Quince mil es apenas el número oficial con que suele calcularse el número de seres humanos que han encontrado su tumba en el Mediterráneo, producto de los innumerables naufragios en los que suele concluir la constante migración de pueblos de África y también de Medio Oriente, que huyen de las guerras, del hambre y de tantas otras catástrofes que han venido sucediéndose en los últimos años.
Gianfranco Rosi, el cineasta italiano nacido en Eritrea, formado en Nueva York y premiado en Venecia y Berlín, entre otros festivales, se instaló dos años atrás con su cámara en la isla de Lampedusa, cuando aún no se habían "inaugurado" otros trayectos alternativos y el mar era la vía casi inevitable y engañosamente más accesible para quienes desafiaban todos los riesgos en el empeño por aproximarse a Europa con la esperanza de hallar un lugar donde vivir mejor.

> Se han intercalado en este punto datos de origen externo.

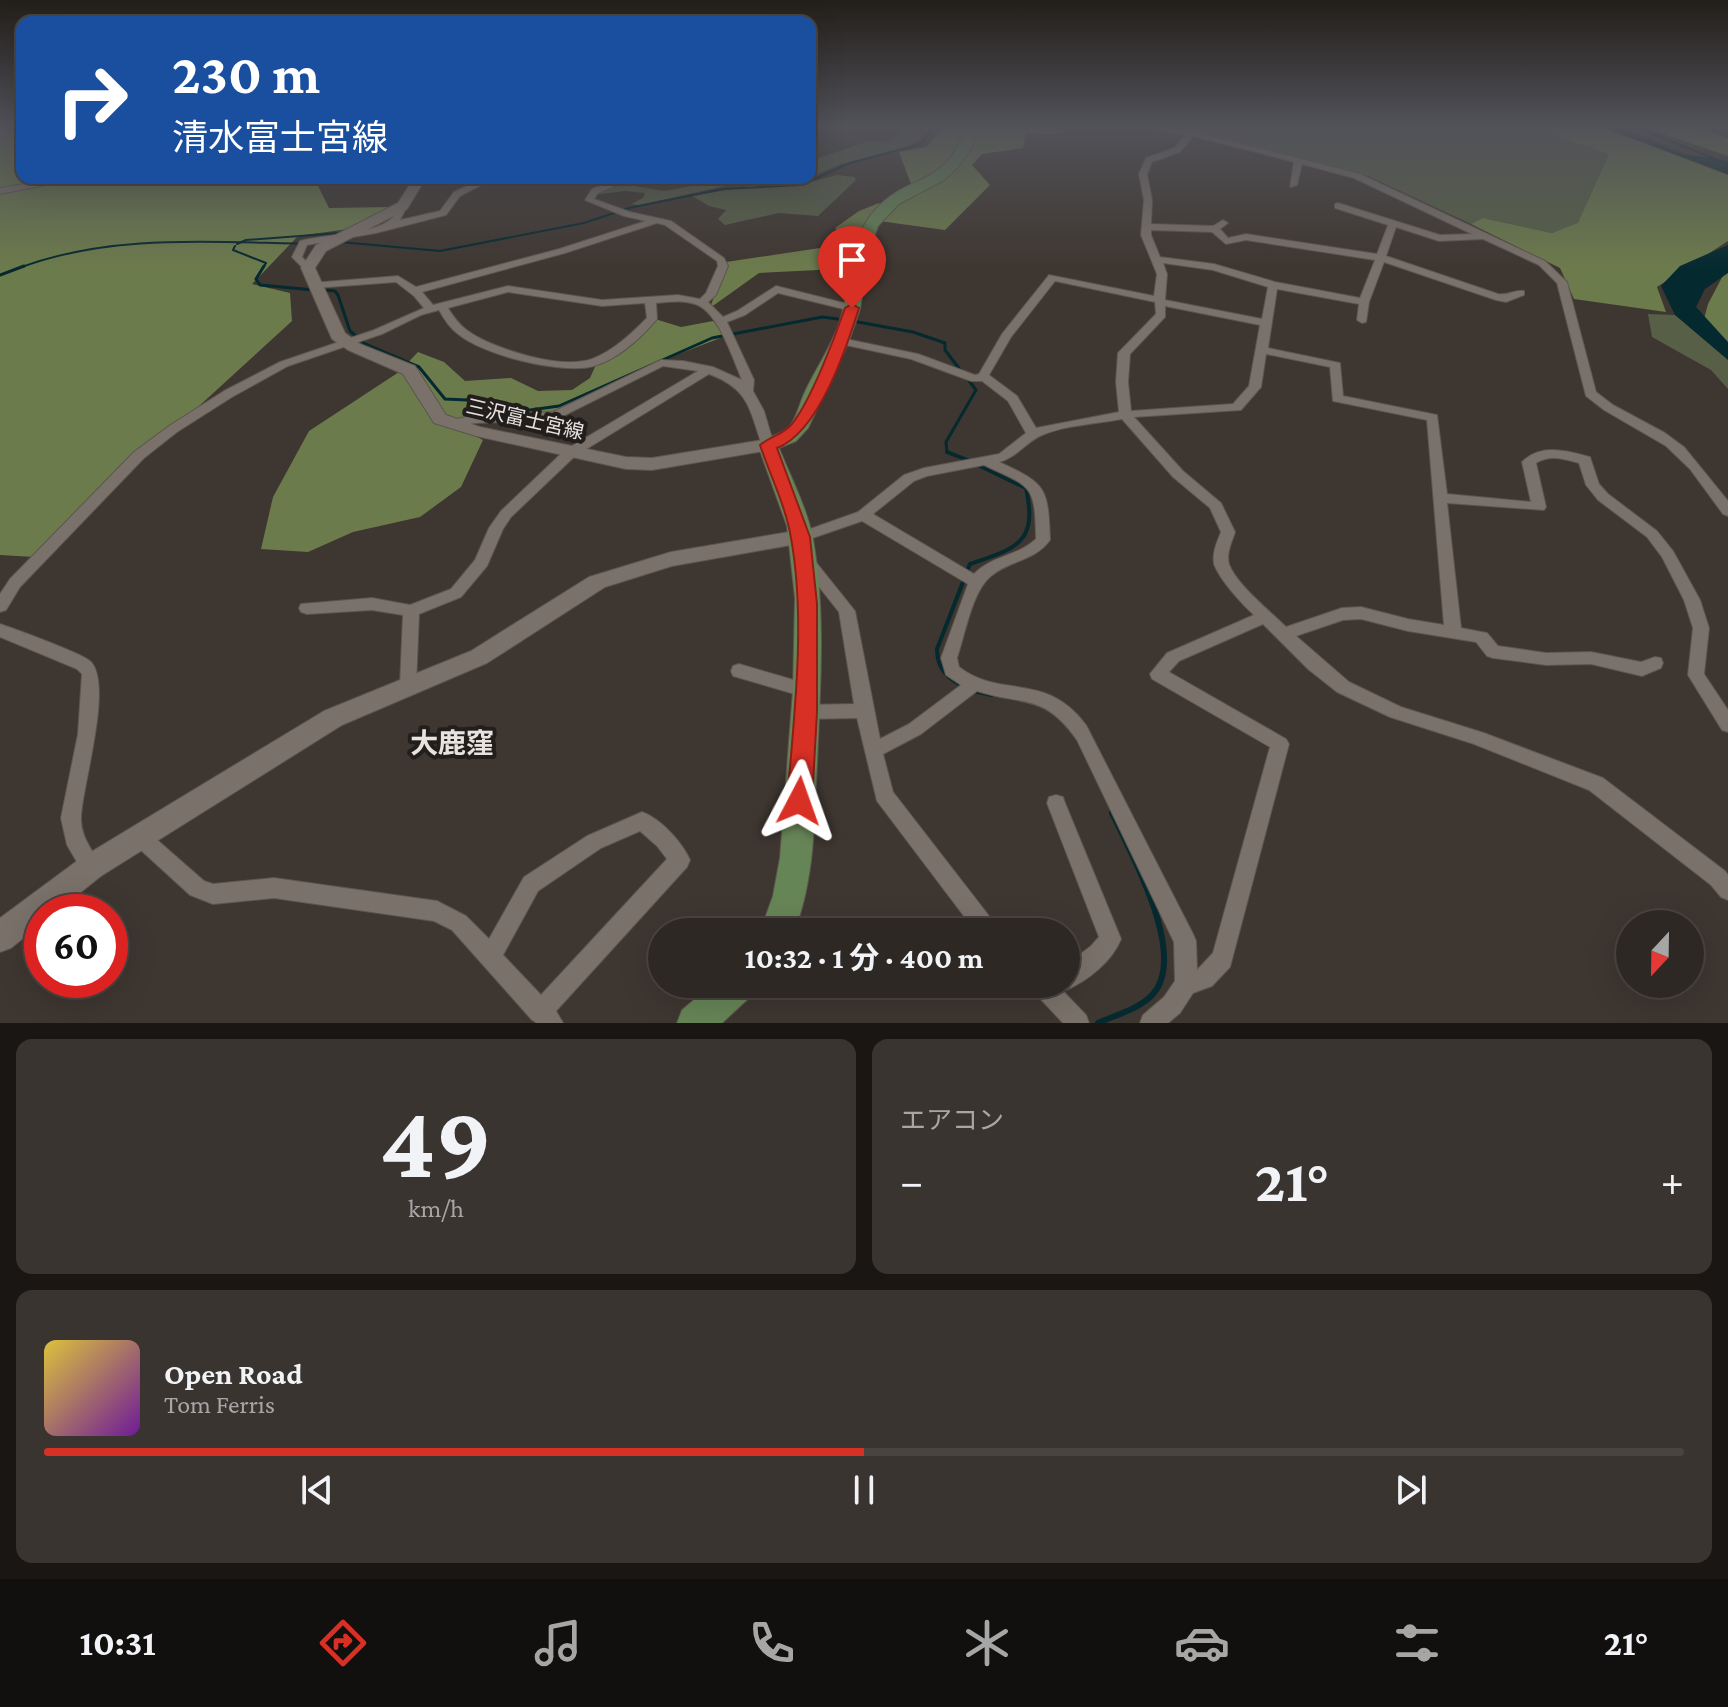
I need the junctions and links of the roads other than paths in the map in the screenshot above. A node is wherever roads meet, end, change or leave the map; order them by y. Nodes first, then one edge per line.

El problema de los inmigrantes, si es que así puede llamárselo, llevaba en la isla entre Malta y Túnez muchos años. "Somos pescadores y como tales aceptamos todo lo que el mar nos trae", explican los isleños. Pero Rosi, que no duda en calificar esta tragedia como la más grande que ha debido enfrentar Europa desde la Shoah, no se limita a la tragedia de los migrantes, en la descripción de cuya dureza no elude imágenes fuertes (¿cómo lograrlo ante esta realidad?), pero sí elude cualquier sensacionalismo y descarta apelaciones sentimentales. El asunto es político y son los políticos -y no el cine- quienes deberían abordarlo en busca de una solución a semejante crisis humanitaria. La unidad del film, en todo caso, proviene de lo que transmite: si se lo observa en detalle se percibe que ante todo es un film sobre sensaciones, sobre emociones, sobre encuentros, sobre gente y sus historias. Y en lo posible, claro, un urgente llamado de alerta.
En Fuocoammare es la sencilla y callada vida de los habitantes de Lampedusa, con sus tradiciones y sus hábitos de siempre, la que ofrece naturalmente su contraste con la terrible situación de los que lograron sobrevivir a las penurias del aventurado viaje. Y entre los isleños, en especial, la figura de Samuele, un muchacho de 12 años y su familia, con su padre pescador que le enseña el oficio, sus obligaciones escolares, los juegos con la honda que comparte con un amigo y hasta las pequeñas molestias que le acarrea su "ojo perezoso".
En el film, los caminos de los residentes y los que buscaron refugio jamás se cruzan. Es más: Samuele parece ignorar a los migrantes, si bien el film no deja de apuntar sutilmente algunos cambios que han experimentado los isleños desde que la crisis de los migrantes alcanzó en los últimos meses su nivel más dramático.
Mientras, Rosi y su admirable editor observan Lampedusa y yuxtaponen muy diversas pinceladas que conforman un reflexivo retrato de la isla y de una tragedia ante la que muchos muestran similar indiferencia: repetidos y angustiosos rescates en las sobrecargadas embarcaciones, recuperación de cuerpos ya sin vida, de emigrantes que han huido de Siria, Nigeria, Eritrea y otros países de África y Medio Oriente, pero también algunas escenas con el DJ de la radio local ("Fuocoammare" es, precisamente, una vieja canción siciliana que alguien pide para dedicarla a su esposo), la charla con el viejo médico que se confiesa superado por la reiterada y durísima tarea de examinar cadáveres, las rutinas de Samuele y los suyos entre casa, algún diálogo infructuoso entre alguien que espera ser rescatado de un lugar que no sabe precisar o el relato no menos horroroso de un accidentadísimo trayecto desde el norte de África.
El film no oculta el espíritu solidario que se hace visible en Lampedusa, pero habla también -siempre sin subrayados innecesarios- de cierta indiferencia perceptible en torno de esta tragedia de nuestros días. Y he ahí seguramente su más dolorosa evidencia.